The diameter of the brachial artery was measured from longitudinal images in which the lumen‐intima interface was visualized on both the near (anterior) and far (posterior) walls. Once the image for analysis was chosen, the boundaries for diameter measurement were manually identified with electronic calipers (Medical Imaging Application Vascular Tools). The average diameter was determined from at least 3 different diameter measurements determined along a segment of the vessel. Brachial artery diameter was measured at the same time in the cardiac cycle by use of electrocardiography gating during image acquisition. FMD was measured as the percent change in diameter in response to reactive hyperemia or to nitroglycerin.

Arterial Stiffness

Arterial stiffness was assessed by means of pulse wave velocity and radial pulse wave analysis using the SphygmoCor Pulse Wave Velocity system (AtCor Medical, West Ryde, N, Australia) as described in the Conduit Artery Function Evaluation (CAFE) study. ¹⁴ Augmentation index (AIx) was defined as the ratio of augmentation to central pulse pressure and is expressed as a percentage; AIX = (ΔP/PP)×100, where P is pressure and PP is pulse pressure.

Statistical Analysis

Statistical analysis was performed using 2‐sample proportion test. All analyses were tested as 2‐sided, and P values <.05 were considered statistically significant.

Results

Study Demographics

Forty‐three participants were enrolled, of which 33 (15 men and 18 women) completed the 8‐week study.
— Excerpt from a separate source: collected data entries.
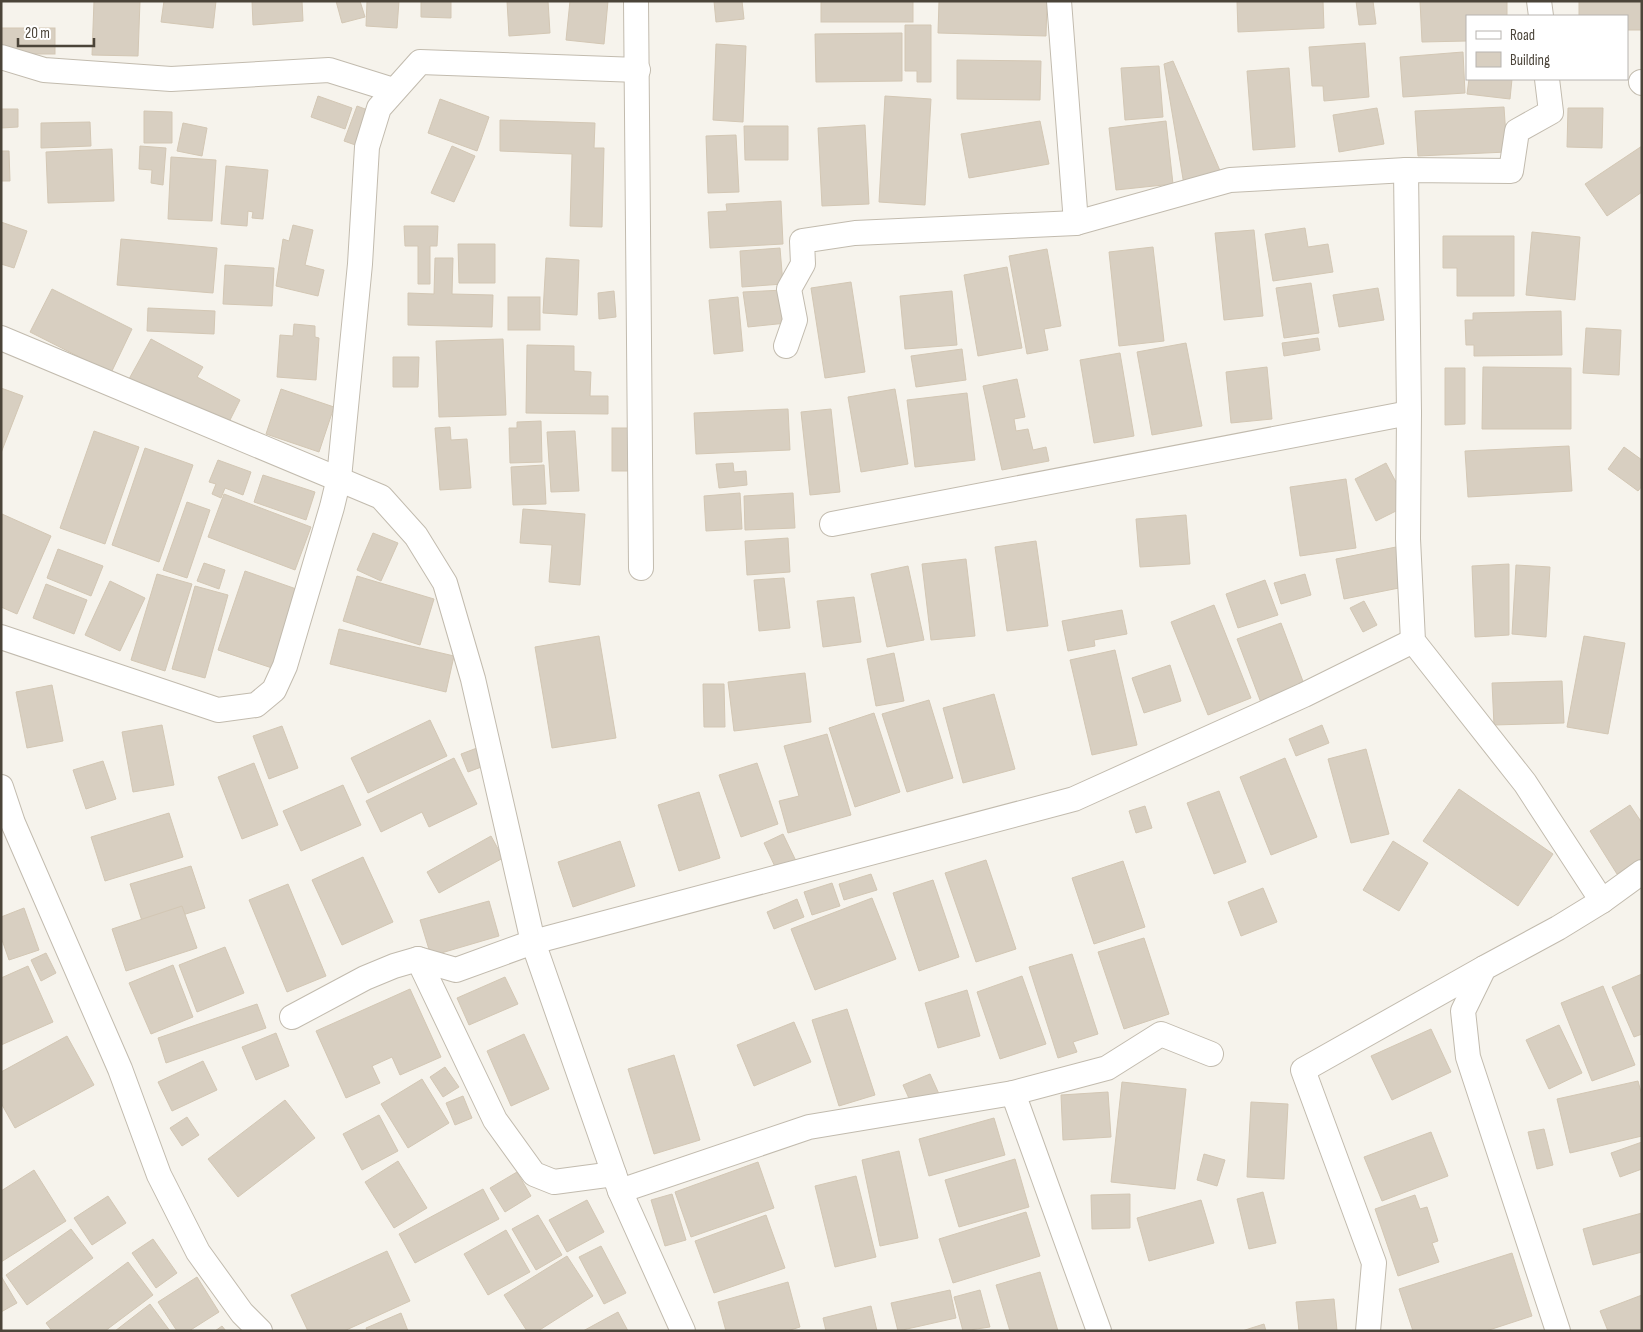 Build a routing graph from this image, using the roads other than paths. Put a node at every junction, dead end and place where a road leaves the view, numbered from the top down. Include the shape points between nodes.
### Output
1 (636, 1) edge
2 (1059, 1) edge
3 (1539, 1) edge
4 (1541, 15) edge
5 (1, 57) edge
6 (638, 70) junction
7 (1548, 80) edge
8 (394, 90) junction
9 (1406, 170) junction
10 (1076, 223) junction
11 (1, 338) edge
12 (786, 346) dead end
13 (1409, 413) junction
14 (339, 478) junction
15 (832, 524) dead end
16 (641, 568) dead end
17 (1, 637) edge
18 (1414, 641) junction
19 (1, 787) edge
20 (1642, 872) edge
21 (1602, 901) junction
22 (533, 942) junction
23 (418, 959) junction
24 (1484, 968) junction
25 (292, 1017) dead end
26 (1210, 1054) dead end
27 (1013, 1093) junction
28 (617, 1182) junction
29 (260, 1331) edge
30 (683, 1331) edge
31 (1099, 1331) edge
32 (1368, 1331) edge
33 (1558, 1331) edge

1 - 6 street
2 - 10 street
3 - 4 street
5 - 8 street via 44,70 171,79 329,70
6 - 8 street via 420,62
6 - 16 street
7 - 9 street via 1551,112 1517,130 1510,171
8 - 14 street via 379,108 367,147 360,264
9 - 10 street via 1230,180
9 - 13 street
10 - 12 street via 854,233 802,241 803,264 789,289 795,320
11 - 14 street
13 - 15 street
13 - 18 street via 1408,539
14 - 17 street via 285,666 274,690 256,705 218,710
14 - 22 street via 382,497 416,536 445,583 473,679
18 - 21 street via 1525,784
18 - 22 street via 1304,695 1074,799
19 - 29 street via 13,823 120,1069 159,1175 198,1252 242,1313
20 - 21 street
21 - 24 street
22 - 23 street via 456,970
22 - 28 street
23 - 25 street via 365,978
23 - 28 street via 495,1120 534,1174 554,1182
24 - 32 street via 1303,1070 1374,1263
24 - 33 street via 1463,1012 1468,1058
26 - 27 street via 1161,1034 1107,1068
27 - 28 street via 809,1127
27 - 31 street
28 - 30 street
The treatment was well tolerated, and unwillingness to continue was the main reason for dropping out of the study. The follow‐up of all patients was 100% complete. None of the patients dropped out of the study due to side effects from the treatment. The Table shows patient characteristics and baseline demographics for those who completed the study.

Table.

Patient Demographics and Baseline Characteristics

Women, No. (%)	18 (54.5)
Age, y	50.03 (12.56)
SBP, mm Hg	148.8 (14.3)
DBP, mm Hg	90.4 (8.2)
BMI, kg/m²	36.48 (5.36)
Total cholesterol, mg/dL	189.28 (36.75)
LDL cholesterol, mg/dL	112.56 (35.56)
HDL cholesterol, mg/dL	52.09 (14.26)
Triglycerides, mg/dL	123.38 (63.90)
Glucose, mg/dL	93.84 (14.53)
Creatinine, mg/dL	0.94 (0.19)
Bilirubin, mg/dL	0.57 (0.20)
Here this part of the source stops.